ABOUT THIS EXERCISE
Every line of the data below should be repeated exactly, and no picture should be copied.

GIVEN DATA
┄┄┄┄┄┄

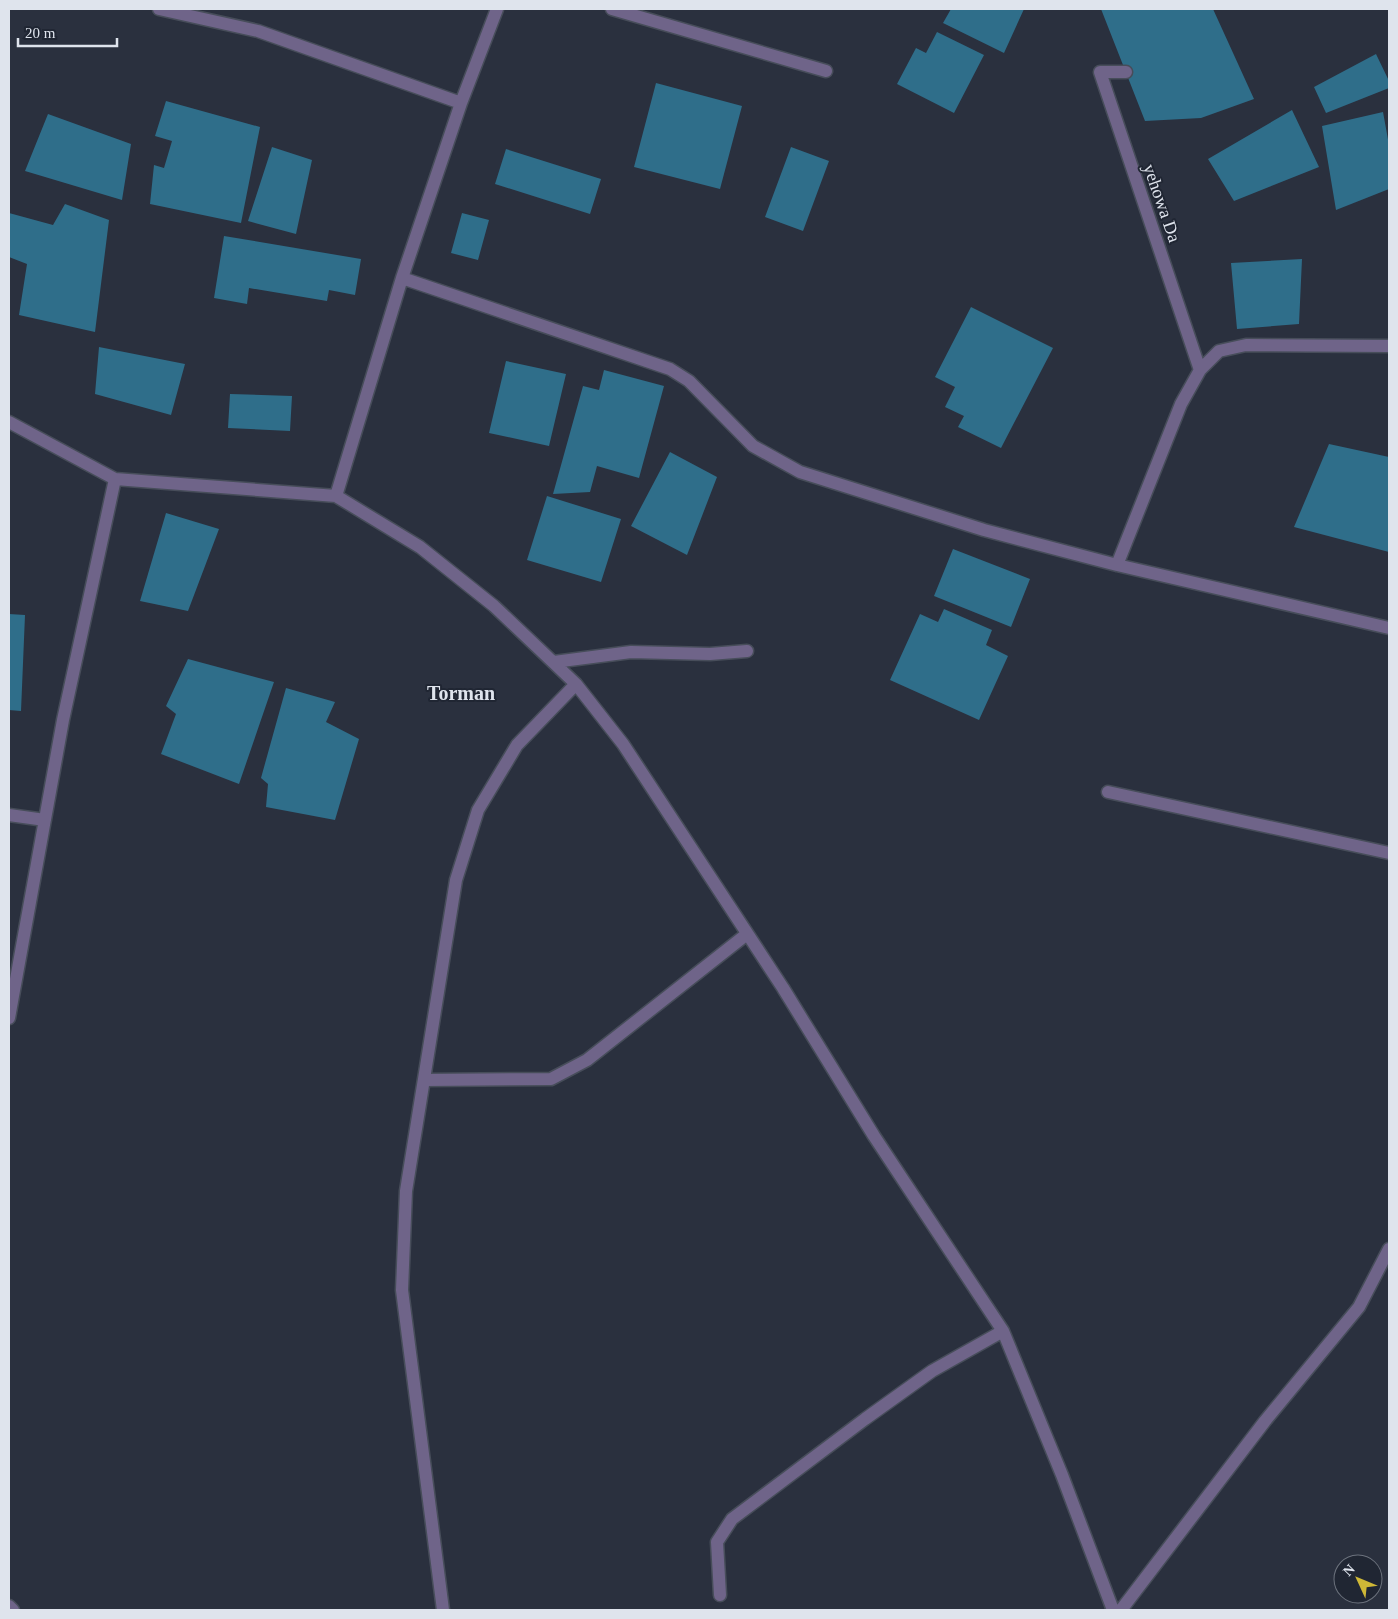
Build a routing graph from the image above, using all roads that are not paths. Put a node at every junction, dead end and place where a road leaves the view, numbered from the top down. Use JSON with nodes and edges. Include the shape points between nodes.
{"nodes":[{"id":1,"x":159,"y":9,"type":"edge"},
{"id":2,"x":497,"y":9,"type":"edge"},
{"id":3,"x":612,"y":9,"type":"edge"},
{"id":4,"x":826,"y":71,"type":"dead end"},
{"id":5,"x":1126,"y":72,"type":"dead end"},
{"id":6,"x":461,"y":103,"type":"junction"},
{"id":7,"x":402,"y":278,"type":"junction"},
{"id":8,"x":1389,"y":346,"type":"edge"},
{"id":9,"x":1200,"y":370,"type":"junction"},
{"id":10,"x":9,"y":422,"type":"edge"},
{"id":11,"x":114,"y":479,"type":"junction"},
{"id":12,"x":336,"y":496,"type":"junction"},
{"id":13,"x":1117,"y":565,"type":"junction"},
{"id":14,"x":1389,"y":628,"type":"edge"},
{"id":15,"x":747,"y":651,"type":"dead end"},
{"id":16,"x":554,"y":662,"type":"junction"},
{"id":17,"x":576,"y":684,"type":"junction"},
{"id":18,"x":1108,"y":792,"type":"dead end"},
{"id":19,"x":9,"y":815,"type":"edge"},
{"id":20,"x":45,"y":820,"type":"junction"},
{"id":21,"x":1389,"y":853,"type":"edge"},
{"id":22,"x":747,"y":934,"type":"junction"},
{"id":23,"x":9,"y":1018,"type":"edge"},
{"id":24,"x":425,"y":1080,"type":"junction"},
{"id":25,"x":1389,"y":1249,"type":"edge"},
{"id":26,"x":1003,"y":1331,"type":"junction"},
{"id":27,"x":720,"y":1595,"type":"dead end"},
{"id":28,"x":9,"y":1606,"type":"edge"},
{"id":29,"x":13,"y":1610,"type":"edge"},
{"id":30,"x":443,"y":1610,"type":"edge"},
{"id":31,"x":1114,"y":1610,"type":"edge"},
{"id":32,"x":1121,"y":1610,"type":"edge"}],
"edges":[{"from":1,"to":6,"type":"street","via":[[258,31]]},
{"from":2,"to":6,"type":"street"},
{"from":3,"to":4,"type":"street"},
{"from":5,"to":9,"type":"street","name":"yehowa Da","via":[[1100,72]]},
{"from":6,"to":7,"type":"street"},
{"from":7,"to":12,"type":"street"},
{"from":7,"to":13,"type":"street","via":[[670,368],[689,381],[753,446],[800,472],[984,530]]},
{"from":8,"to":9,"type":"street","via":[[1246,344],[1219,351]]},
{"from":9,"to":13,"type":"street","via":[[1181,404]]},
{"from":10,"to":11,"type":"street"},
{"from":11,"to":12,"type":"street"},
{"from":11,"to":20,"type":"street"},
{"from":12,"to":16,"type":"street","via":[[420,547],[494,606]]},
{"from":13,"to":14,"type":"street"},
{"from":15,"to":16,"type":"street","via":[[710,654],[631,652]]},
{"from":16,"to":17,"type":"street"},
{"from":17,"to":22,"type":"street","via":[[622,744]]},
{"from":17,"to":24,"type":"street","via":[[517,746],[478,810],[456,880]]},
{"from":18,"to":21,"type":"street"},
{"from":19,"to":20,"type":"street"},
{"from":20,"to":23,"type":"street"},
{"from":22,"to":24,"type":"street","via":[[587,1060],[551,1078]]},
{"from":22,"to":26,"type":"street","via":[[874,1136]]},
{"from":24,"to":30,"type":"street","via":[[406,1191],[402,1290]]},
{"from":25,"to":32,"type":"street","via":[[1359,1306],[1265,1421]]},
{"from":26,"to":27,"type":"street","via":[[932,1371],[732,1519],[717,1542]]},
{"from":26,"to":31,"type":"street"},
{"from":28,"to":29,"type":"street"}]}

┄┄┄┄┄┄

REPLY TO THE EXERCISE
Build a routing graph from the image above, using all roads that are not paths. Put a node at every junction, dead end and place where a road leaves the view, numbered from the top down. Use JSON with nodes and edges. Include the shape points between nodes.
{"nodes":[{"id":1,"x":159,"y":9,"type":"edge"},
{"id":2,"x":497,"y":9,"type":"edge"},
{"id":3,"x":612,"y":9,"type":"edge"},
{"id":4,"x":826,"y":71,"type":"dead end"},
{"id":5,"x":1126,"y":72,"type":"dead end"},
{"id":6,"x":461,"y":103,"type":"junction"},
{"id":7,"x":402,"y":278,"type":"junction"},
{"id":8,"x":1389,"y":346,"type":"edge"},
{"id":9,"x":1200,"y":370,"type":"junction"},
{"id":10,"x":9,"y":422,"type":"edge"},
{"id":11,"x":114,"y":479,"type":"junction"},
{"id":12,"x":336,"y":496,"type":"junction"},
{"id":13,"x":1117,"y":565,"type":"junction"},
{"id":14,"x":1389,"y":628,"type":"edge"},
{"id":15,"x":747,"y":651,"type":"dead end"},
{"id":16,"x":554,"y":662,"type":"junction"},
{"id":17,"x":576,"y":684,"type":"junction"},
{"id":18,"x":1108,"y":792,"type":"dead end"},
{"id":19,"x":9,"y":815,"type":"edge"},
{"id":20,"x":45,"y":820,"type":"junction"},
{"id":21,"x":1389,"y":853,"type":"edge"},
{"id":22,"x":747,"y":934,"type":"junction"},
{"id":23,"x":9,"y":1018,"type":"edge"},
{"id":24,"x":425,"y":1080,"type":"junction"},
{"id":25,"x":1389,"y":1249,"type":"edge"},
{"id":26,"x":1003,"y":1331,"type":"junction"},
{"id":27,"x":720,"y":1595,"type":"dead end"},
{"id":28,"x":9,"y":1606,"type":"edge"},
{"id":29,"x":13,"y":1610,"type":"edge"},
{"id":30,"x":443,"y":1610,"type":"edge"},
{"id":31,"x":1114,"y":1610,"type":"edge"},
{"id":32,"x":1121,"y":1610,"type":"edge"}],
"edges":[{"from":1,"to":6,"type":"street","via":[[258,31]]},
{"from":2,"to":6,"type":"street"},
{"from":3,"to":4,"type":"street"},
{"from":5,"to":9,"type":"street","name":"yehowa Da","via":[[1100,72]]},
{"from":6,"to":7,"type":"street"},
{"from":7,"to":12,"type":"street"},
{"from":7,"to":13,"type":"street","via":[[670,368],[689,381],[753,446],[800,472],[984,530]]},
{"from":8,"to":9,"type":"street","via":[[1246,344],[1219,351]]},
{"from":9,"to":13,"type":"street","via":[[1181,404]]},
{"from":10,"to":11,"type":"street"},
{"from":11,"to":12,"type":"street"},
{"from":11,"to":20,"type":"street"},
{"from":12,"to":16,"type":"street","via":[[420,547],[494,606]]},
{"from":13,"to":14,"type":"street"},
{"from":15,"to":16,"type":"street","via":[[710,654],[631,652]]},
{"from":16,"to":17,"type":"street"},
{"from":17,"to":22,"type":"street","via":[[622,744]]},
{"from":17,"to":24,"type":"street","via":[[517,746],[478,810],[456,880]]},
{"from":18,"to":21,"type":"street"},
{"from":19,"to":20,"type":"street"},
{"from":20,"to":23,"type":"street"},
{"from":22,"to":24,"type":"street","via":[[587,1060],[551,1078]]},
{"from":22,"to":26,"type":"street","via":[[874,1136]]},
{"from":24,"to":30,"type":"street","via":[[406,1191],[402,1290]]},
{"from":25,"to":32,"type":"street","via":[[1359,1306],[1265,1421]]},
{"from":26,"to":27,"type":"street","via":[[932,1371],[732,1519],[717,1542]]},
{"from":26,"to":31,"type":"street"},
{"from":28,"to":29,"type":"street"}]}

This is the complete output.